Three candidates are farthest along:
– Two DNA vaccines are in preliminary safety testing, one developed by the National Institute of Allergy and Infectious Diseases (NIAID), the second by Inovio Pharmaceuticals and GeneOne Life Science and its U.S. and Canadian academic collaborators.
– An inactivated vaccine, developed by the Walter Reed Army Institute of Research, is also in preliminary safety testing. Collaborating on this are NIAID, the Biomedical Advanced Research and Development Authority (BARDA), which is part of the Department of Health and Human Services, and the drugmaker Sanofi Pasteur.

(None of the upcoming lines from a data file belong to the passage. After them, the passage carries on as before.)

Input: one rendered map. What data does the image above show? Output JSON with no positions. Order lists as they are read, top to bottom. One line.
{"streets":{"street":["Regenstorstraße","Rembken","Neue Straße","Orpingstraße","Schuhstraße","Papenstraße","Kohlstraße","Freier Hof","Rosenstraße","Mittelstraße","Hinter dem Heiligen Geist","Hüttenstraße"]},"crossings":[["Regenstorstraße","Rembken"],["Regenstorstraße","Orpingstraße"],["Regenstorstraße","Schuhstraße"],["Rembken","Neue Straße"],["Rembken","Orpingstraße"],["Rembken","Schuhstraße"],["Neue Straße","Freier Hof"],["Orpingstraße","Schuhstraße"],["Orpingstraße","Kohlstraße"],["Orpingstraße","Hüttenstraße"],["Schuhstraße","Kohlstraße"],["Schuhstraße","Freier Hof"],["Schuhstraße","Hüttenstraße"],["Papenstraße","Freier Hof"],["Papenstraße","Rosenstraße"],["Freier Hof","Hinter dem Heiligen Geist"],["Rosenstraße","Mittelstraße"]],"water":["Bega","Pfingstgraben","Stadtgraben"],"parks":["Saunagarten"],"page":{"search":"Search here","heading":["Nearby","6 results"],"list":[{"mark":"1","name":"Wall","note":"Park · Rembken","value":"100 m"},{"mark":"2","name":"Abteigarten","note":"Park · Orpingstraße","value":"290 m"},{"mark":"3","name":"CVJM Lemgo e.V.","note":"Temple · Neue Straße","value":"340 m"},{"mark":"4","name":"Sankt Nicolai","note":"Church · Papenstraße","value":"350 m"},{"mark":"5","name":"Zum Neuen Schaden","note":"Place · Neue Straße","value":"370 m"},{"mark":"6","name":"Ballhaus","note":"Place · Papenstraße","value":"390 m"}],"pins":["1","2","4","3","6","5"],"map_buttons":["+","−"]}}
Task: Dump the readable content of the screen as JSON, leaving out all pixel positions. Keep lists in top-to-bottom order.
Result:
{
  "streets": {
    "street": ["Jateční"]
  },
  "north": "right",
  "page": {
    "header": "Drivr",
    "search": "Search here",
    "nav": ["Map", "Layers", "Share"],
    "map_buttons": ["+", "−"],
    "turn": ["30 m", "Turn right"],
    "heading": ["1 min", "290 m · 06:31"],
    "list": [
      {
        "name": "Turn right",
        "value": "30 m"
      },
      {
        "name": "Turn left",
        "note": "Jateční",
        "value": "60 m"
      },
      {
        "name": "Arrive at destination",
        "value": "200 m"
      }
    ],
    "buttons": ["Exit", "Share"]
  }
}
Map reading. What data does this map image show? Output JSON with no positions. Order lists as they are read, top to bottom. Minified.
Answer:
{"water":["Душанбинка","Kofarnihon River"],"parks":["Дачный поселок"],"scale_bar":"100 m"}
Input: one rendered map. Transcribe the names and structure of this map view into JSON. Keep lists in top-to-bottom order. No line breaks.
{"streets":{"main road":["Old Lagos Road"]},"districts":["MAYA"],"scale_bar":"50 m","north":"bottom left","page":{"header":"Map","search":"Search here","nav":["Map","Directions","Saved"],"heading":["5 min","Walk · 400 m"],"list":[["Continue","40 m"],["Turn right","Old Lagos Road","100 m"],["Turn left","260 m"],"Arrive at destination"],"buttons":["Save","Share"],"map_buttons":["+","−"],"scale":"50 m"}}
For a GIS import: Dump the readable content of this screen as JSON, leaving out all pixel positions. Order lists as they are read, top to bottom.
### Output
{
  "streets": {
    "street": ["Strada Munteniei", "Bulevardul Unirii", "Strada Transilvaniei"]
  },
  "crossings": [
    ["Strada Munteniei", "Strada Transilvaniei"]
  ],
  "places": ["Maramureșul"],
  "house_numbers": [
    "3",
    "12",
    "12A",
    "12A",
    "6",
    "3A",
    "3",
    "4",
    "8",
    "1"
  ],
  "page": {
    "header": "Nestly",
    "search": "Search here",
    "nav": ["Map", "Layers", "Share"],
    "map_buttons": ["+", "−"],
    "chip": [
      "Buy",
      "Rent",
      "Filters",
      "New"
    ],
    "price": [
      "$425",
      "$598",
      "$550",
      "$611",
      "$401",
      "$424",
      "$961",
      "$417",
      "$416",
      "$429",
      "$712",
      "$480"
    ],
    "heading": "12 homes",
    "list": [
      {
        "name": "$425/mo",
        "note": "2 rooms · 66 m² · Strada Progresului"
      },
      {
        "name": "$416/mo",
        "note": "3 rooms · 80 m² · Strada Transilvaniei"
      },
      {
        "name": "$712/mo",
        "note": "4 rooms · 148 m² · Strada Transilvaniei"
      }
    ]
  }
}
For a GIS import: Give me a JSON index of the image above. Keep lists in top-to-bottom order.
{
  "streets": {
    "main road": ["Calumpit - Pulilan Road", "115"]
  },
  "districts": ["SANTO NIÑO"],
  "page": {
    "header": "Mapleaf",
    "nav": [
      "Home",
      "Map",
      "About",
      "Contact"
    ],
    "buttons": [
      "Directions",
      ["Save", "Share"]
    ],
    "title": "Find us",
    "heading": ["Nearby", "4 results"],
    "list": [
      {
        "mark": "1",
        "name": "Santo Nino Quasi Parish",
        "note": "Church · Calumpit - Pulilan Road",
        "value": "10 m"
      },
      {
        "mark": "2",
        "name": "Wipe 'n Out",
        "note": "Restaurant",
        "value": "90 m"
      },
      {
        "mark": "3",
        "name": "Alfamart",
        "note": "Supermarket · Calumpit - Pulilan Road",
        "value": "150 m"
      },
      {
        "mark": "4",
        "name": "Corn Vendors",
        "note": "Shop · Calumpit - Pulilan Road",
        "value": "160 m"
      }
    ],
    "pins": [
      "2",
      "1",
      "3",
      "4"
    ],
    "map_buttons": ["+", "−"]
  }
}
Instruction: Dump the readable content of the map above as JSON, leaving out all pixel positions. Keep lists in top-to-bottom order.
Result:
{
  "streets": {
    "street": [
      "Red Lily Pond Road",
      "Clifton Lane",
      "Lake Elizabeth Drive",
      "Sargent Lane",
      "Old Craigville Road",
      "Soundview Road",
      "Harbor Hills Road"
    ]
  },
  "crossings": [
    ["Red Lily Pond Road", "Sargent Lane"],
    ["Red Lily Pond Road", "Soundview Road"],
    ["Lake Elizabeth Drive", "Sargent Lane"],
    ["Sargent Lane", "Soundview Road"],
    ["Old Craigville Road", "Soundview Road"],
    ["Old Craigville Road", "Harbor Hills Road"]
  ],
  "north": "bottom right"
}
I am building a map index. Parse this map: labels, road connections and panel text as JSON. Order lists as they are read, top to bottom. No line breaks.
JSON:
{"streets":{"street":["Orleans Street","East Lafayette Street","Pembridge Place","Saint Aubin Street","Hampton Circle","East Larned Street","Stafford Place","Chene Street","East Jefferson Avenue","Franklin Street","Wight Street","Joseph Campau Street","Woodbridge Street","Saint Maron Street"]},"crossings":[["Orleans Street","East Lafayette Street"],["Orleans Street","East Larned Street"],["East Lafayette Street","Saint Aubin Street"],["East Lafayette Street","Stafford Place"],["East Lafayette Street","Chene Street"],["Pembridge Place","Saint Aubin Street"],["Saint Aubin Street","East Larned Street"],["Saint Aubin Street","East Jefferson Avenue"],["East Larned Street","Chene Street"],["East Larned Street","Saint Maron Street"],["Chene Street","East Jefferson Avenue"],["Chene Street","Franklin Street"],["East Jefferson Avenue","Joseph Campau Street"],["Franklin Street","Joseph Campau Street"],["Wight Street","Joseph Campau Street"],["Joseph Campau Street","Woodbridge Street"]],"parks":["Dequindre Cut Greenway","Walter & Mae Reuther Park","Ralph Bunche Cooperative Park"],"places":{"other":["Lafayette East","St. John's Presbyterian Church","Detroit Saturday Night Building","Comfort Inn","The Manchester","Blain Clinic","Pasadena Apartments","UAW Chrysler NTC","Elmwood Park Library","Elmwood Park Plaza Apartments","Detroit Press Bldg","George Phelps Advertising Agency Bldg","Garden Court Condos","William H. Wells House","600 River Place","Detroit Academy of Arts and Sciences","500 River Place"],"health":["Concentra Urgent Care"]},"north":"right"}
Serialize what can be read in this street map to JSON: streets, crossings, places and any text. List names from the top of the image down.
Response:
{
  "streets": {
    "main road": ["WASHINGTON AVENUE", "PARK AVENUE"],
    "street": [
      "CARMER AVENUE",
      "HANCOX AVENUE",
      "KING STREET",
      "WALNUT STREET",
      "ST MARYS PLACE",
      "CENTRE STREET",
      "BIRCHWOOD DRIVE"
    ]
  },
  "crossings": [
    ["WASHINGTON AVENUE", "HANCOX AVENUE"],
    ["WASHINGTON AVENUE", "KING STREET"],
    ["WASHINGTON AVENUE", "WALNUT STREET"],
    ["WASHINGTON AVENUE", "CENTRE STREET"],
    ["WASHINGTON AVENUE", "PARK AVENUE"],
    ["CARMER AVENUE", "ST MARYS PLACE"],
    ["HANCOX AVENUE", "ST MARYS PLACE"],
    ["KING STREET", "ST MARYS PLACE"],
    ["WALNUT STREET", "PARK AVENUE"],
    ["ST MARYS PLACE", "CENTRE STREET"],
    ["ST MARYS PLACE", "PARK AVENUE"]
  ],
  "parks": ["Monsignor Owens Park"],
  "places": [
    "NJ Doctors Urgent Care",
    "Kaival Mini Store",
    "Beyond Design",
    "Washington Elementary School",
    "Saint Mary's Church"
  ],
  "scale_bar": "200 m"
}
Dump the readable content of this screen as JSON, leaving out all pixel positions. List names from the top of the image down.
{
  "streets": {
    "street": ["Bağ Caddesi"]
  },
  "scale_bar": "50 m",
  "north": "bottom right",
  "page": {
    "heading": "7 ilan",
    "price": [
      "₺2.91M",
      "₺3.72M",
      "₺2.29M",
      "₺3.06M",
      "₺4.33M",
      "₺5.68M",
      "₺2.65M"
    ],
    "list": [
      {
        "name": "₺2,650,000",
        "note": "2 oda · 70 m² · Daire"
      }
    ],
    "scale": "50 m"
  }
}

Other candidates in the pipeline include:
– A weakened-virus vaccine developed by NIAID and the Butantan Institute, a Brazilian nonprofit.
– An RNA vaccine developed by Moderna Therapeutics in collaboration with BARDA.
– An inactivated-virus vaccine formulated with an adjuvant, a substance that enhances the immune response. This was developed by Takeda Group and BARDA.
– An RNA vaccine developed by NIAID and GlaxoSmithKline.
– A vaccine being developed by NIAID that uses a genetically engineered version of an animal virus primarily affecting cattle.